Hesperos has received NIH Phase I Small Business Innovation Research (SBIR) grant from the National Institutes of Health’s (NIH) National Institute on Aging (NIA) to develop a new multi-organ ‘human-on-a-chip’ model to test Alzheimer’s disease (AD) drugs.

Hesperos

Image: Hesperos to develop model for testing Alzheimer’s disease drugs. Photo: Courtesy of dream designs/FreeDigitalPhotos.net

Hesperos is focused on characterizing an individual’s biology with human-on-a-chip microfluidic systems.

The human-on-a-chip model will mimic the biology of AD and the effects of potential new therapies under realistic human physiological conditions.

The three-organ system AD model include brain cells (cortical neurons) and functioning liver and blood-brain-barrier constructs, along with re-circulating blood and cerebral spinal fluid surrogates.
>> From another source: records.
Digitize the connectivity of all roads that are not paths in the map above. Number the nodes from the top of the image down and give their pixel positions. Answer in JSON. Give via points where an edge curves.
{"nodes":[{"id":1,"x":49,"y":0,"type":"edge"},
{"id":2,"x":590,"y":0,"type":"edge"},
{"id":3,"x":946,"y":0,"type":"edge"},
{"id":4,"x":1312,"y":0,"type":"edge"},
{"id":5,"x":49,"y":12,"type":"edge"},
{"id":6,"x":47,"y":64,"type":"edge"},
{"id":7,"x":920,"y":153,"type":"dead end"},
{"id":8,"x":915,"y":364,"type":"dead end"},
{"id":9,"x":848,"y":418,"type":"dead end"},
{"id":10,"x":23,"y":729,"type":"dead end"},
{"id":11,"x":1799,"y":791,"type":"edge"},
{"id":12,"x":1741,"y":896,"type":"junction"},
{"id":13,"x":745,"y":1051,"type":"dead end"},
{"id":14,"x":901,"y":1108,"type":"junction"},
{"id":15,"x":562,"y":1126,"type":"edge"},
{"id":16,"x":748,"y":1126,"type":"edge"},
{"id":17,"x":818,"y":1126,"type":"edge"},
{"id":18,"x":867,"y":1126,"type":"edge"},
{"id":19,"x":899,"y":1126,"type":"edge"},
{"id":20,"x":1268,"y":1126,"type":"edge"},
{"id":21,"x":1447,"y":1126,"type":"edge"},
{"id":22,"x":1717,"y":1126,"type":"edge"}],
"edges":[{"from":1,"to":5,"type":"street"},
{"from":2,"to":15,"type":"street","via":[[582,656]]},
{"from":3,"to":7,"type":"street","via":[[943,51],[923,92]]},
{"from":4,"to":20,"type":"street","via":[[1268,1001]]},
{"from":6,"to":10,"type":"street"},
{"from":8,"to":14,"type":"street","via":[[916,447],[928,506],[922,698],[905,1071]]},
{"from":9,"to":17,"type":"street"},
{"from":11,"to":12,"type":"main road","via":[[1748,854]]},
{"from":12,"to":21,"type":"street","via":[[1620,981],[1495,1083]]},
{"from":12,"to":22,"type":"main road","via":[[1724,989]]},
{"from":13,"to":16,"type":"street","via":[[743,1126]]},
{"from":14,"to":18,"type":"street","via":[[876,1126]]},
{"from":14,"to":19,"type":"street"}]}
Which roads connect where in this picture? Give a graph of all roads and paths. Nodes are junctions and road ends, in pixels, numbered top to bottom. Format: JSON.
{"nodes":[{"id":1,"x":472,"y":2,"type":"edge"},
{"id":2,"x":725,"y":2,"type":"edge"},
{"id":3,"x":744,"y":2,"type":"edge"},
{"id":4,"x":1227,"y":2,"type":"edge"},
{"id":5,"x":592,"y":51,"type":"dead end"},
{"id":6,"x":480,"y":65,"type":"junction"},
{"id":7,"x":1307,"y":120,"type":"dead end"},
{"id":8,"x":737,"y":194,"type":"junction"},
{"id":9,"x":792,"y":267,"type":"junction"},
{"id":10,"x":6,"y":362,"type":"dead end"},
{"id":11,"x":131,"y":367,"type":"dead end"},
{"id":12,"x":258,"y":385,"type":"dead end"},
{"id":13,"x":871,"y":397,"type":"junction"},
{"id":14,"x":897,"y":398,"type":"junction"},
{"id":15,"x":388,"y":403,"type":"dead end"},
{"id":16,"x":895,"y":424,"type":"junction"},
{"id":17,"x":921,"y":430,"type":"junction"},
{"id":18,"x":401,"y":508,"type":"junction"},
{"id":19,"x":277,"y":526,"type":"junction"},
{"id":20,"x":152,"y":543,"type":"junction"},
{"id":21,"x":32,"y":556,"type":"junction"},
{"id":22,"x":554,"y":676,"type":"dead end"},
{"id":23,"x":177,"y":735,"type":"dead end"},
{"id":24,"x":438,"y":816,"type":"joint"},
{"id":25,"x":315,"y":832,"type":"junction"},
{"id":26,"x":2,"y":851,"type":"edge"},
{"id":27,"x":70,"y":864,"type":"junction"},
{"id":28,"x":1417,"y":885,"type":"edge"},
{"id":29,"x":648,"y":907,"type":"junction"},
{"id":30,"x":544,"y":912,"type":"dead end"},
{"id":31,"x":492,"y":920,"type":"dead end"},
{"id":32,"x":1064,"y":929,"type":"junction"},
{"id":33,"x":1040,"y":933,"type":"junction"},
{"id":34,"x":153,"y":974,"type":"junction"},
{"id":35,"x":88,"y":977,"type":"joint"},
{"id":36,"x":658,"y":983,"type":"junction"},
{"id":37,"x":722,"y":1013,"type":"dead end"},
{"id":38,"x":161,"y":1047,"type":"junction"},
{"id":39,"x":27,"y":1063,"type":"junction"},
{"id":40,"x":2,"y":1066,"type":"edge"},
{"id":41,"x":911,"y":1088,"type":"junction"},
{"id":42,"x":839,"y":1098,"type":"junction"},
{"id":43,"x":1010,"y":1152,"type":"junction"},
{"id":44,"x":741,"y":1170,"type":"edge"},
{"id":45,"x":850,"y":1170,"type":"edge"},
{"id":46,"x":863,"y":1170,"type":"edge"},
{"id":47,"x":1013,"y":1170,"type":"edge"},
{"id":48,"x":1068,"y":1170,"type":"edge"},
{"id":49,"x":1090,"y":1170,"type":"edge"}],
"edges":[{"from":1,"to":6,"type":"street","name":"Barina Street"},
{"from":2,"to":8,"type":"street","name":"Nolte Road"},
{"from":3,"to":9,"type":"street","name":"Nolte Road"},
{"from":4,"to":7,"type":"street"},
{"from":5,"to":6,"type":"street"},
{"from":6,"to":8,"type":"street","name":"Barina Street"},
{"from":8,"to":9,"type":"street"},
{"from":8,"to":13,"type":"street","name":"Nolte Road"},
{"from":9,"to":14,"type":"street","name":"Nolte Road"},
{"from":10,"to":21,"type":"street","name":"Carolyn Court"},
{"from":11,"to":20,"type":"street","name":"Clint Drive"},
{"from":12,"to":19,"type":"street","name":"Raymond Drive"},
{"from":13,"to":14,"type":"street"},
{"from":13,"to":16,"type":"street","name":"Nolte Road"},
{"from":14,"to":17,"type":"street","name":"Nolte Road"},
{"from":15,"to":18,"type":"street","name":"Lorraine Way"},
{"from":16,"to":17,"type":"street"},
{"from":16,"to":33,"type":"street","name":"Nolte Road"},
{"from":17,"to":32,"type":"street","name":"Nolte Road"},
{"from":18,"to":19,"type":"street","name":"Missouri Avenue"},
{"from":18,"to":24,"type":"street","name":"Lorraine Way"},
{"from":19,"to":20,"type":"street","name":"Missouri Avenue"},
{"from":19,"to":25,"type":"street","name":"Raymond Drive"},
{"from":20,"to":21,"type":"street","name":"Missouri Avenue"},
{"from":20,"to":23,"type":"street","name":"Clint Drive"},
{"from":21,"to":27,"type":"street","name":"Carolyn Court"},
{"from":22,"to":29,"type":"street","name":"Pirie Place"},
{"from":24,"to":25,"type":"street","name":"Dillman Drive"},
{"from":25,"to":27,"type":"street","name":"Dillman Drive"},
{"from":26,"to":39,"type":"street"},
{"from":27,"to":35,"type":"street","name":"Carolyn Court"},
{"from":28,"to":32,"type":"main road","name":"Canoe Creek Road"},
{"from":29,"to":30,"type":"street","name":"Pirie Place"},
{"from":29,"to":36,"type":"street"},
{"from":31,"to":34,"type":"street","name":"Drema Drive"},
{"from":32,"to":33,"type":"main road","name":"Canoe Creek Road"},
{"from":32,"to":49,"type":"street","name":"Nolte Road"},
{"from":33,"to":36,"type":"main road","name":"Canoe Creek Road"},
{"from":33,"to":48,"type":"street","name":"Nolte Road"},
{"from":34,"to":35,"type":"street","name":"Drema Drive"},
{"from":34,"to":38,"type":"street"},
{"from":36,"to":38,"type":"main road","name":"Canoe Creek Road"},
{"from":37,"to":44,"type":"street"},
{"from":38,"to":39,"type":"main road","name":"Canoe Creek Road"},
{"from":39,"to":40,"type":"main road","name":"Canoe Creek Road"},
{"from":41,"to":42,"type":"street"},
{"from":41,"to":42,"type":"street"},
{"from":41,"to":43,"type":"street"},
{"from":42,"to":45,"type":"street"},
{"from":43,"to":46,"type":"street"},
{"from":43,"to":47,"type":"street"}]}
This model will help scientists understand how the body responds to any chemical, as to how the liver metabolizes the chemical, how it penetrates into brain through the blood-brain barrier.

Hesperos stated that it is important to know this, as the toxicity of drugs can change once they are metabolized. In some cases, they become less effective, but in others, they can cause unexpected and sometime dangerous effects.

Present human-based in vitro toxicity studies have limited capacity to predict such functional changes and this has been the demise of many potential therapeutics.

Hesperos founders Michael Shuler and James Hickman are the pioneers of the organ-on-a-chip technology, and their company is claimed to be the first to create pumpless microfluidic multi-organ systems with fully integrated physiological functions, such as blood circulation and nerve connections.

Hesperos chief scientist and the University of Central Florida’s Hybrid Systems Laboratory professor Hickman said: “There are estimated to be 50 million people in the world with dementia — that’s more than the population of Spain, and it is projected to nearly triple by 2050. Many of the people with dementia have AD, resulting in an urgent need for new, effective treatment options for the disease.

“Development of a low-cost, easy-to-use system to assess drugs for AD would improve efficacy and toxicological evaluations for patient specific treatments, providing a significant benefit to the drug development community and patients.”

Hesperos scientists will make models using healthy brain cells created from pluripotent stem cells, and cells with different mutations consistent with AD.

Functional readouts of responses to administered drugs are expected to give valuable insights in both direct central nervous system effects and peripheral effects.

In the later phases of the project, long-term effects including real patient samples, testing the model’s viability as a tool and personalised treatment decisions, as part of precision medicine, will be undertaken.

Hesperos CEO Shuler said: “The integrated use of these pre-clinical test systems and physiologically based pharmacokinetic/pharmacodynamic models provides a powerful tool for evaluating the dynamic interaction between drugs, aging biological system and disease, and will facilitate rational drug development and clinical trial design.”